Lisa hatte schulfrei, so begleitete sie ihre Mutter zu einer Beerdigung. Im Trauergottesdienst erzählte der Pastor so einiges über die verstorbene Tante, die Stationen ihres Lebens, ihre Hobby und auch ein wenig über ihre Lebensziele und das sich ihr Lebensmotto auf Glaube, Liebe Hoffnung bezog.
Nach dem Gottesdienst auf dem Weg zum Friedhof fragte sie ihre Mutter, was er damit meinte. "Darf ich dir das später erklären" bat die Mutter Lisa. Lisa
nickte.
Nachdem die Beisetzung erfolgt war, traf sich die Familie und Bekannte zu einem gemeinsamen Leichenschmaus. Im Pfarrheim des Ortes hatten die Kinder der Tante das Sälchen angemietet. Die Erwachsen unterhielten sich, Lisa jedoch fand es etwas langweilig und ausserdem ging ihr dieses "Glaube, Liebe Hoffnung" nicht aus dem Kopf.
Sie fragte ihre Mutter, da diese sich aber mit jemanden unterhielt, versuchte eine ältere Dame, die neben ihr saß, es zu erklären.
"Sieh mal Lisa, deine Großtante war eine gläubige Christin, die ihren Glauben auch sehr offen zeigte. Mit Liebe meinte der Pastor warscheinlich, dass deine Tante immer liebevoll war und ihre Liebe für ihre Familie, und in der Hoffnung, dass sie eines Tages nach ihrem Tod in Paradies kommt, also sozusagen wieder aufersteht und all ihre Lieben
wiedersieht."
"Und ich dachte, sie meinte den Glauben, daß es immer gute Menschen gibt, die füreinander da sind."

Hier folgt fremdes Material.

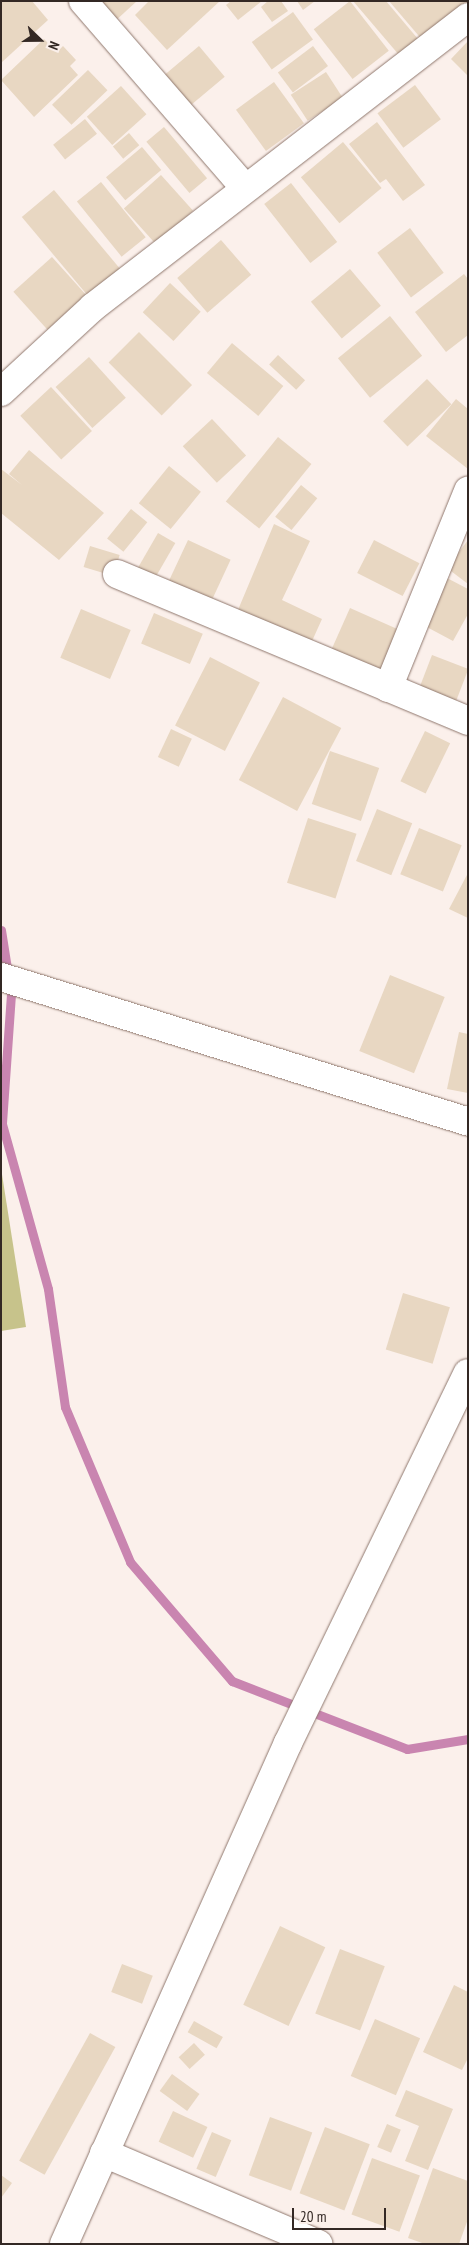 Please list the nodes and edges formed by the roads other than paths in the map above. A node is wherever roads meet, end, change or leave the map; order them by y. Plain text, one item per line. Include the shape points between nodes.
1 (82, 1) edge
2 (468, 17) edge
3 (245, 188) junction
4 (1, 392) edge
5 (468, 491) edge
6 (117, 574) dead end
7 (388, 688) junction
8 (468, 721) edge
9 (1, 977) edge
10 (468, 1122) edge
11 (468, 1372) edge
12 (104, 2153) junction
13 (64, 2244) edge
14 (318, 2244) edge

1 - 3 street
2 - 3 street
3 - 4 street via 93,307
5 - 7 street
6 - 7 street
7 - 8 street
9 - 10 street via 43,994
11 - 12 street via 288,1743
12 - 13 street
12 - 14 street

Lisa machte ein nachdenkliche Gesicht, doch dann sprach sie weiter, "Ja, das mit der Liebe fand ich auch so und sie liebte ja die Tiere. Was hat aber die Auferstehung mit der Hoffnung zu tun, dass sie jetzt im Paradies ist. Ich dachte da da kommt jemand hin, der immer lieb und sich um andere gesorgt hat wie Tante
Mimi."
"Tante Mimi steht aber erst am jüngsten Tag auf und kommt dann erst ins Paradies", erwiderte die Dame neben Lisa.
Jetzt war Lisa ein wenig verwirrt und schaute ihre Mutter fragend an. Die Mutter gab ihr einen Block und meinte:
"Lisa, frage mal die Anderen hier im Saal, welche Lebensmotto sie besitzen. Schreib sie auf und heute Abend werde ich sie dir dann
erklären."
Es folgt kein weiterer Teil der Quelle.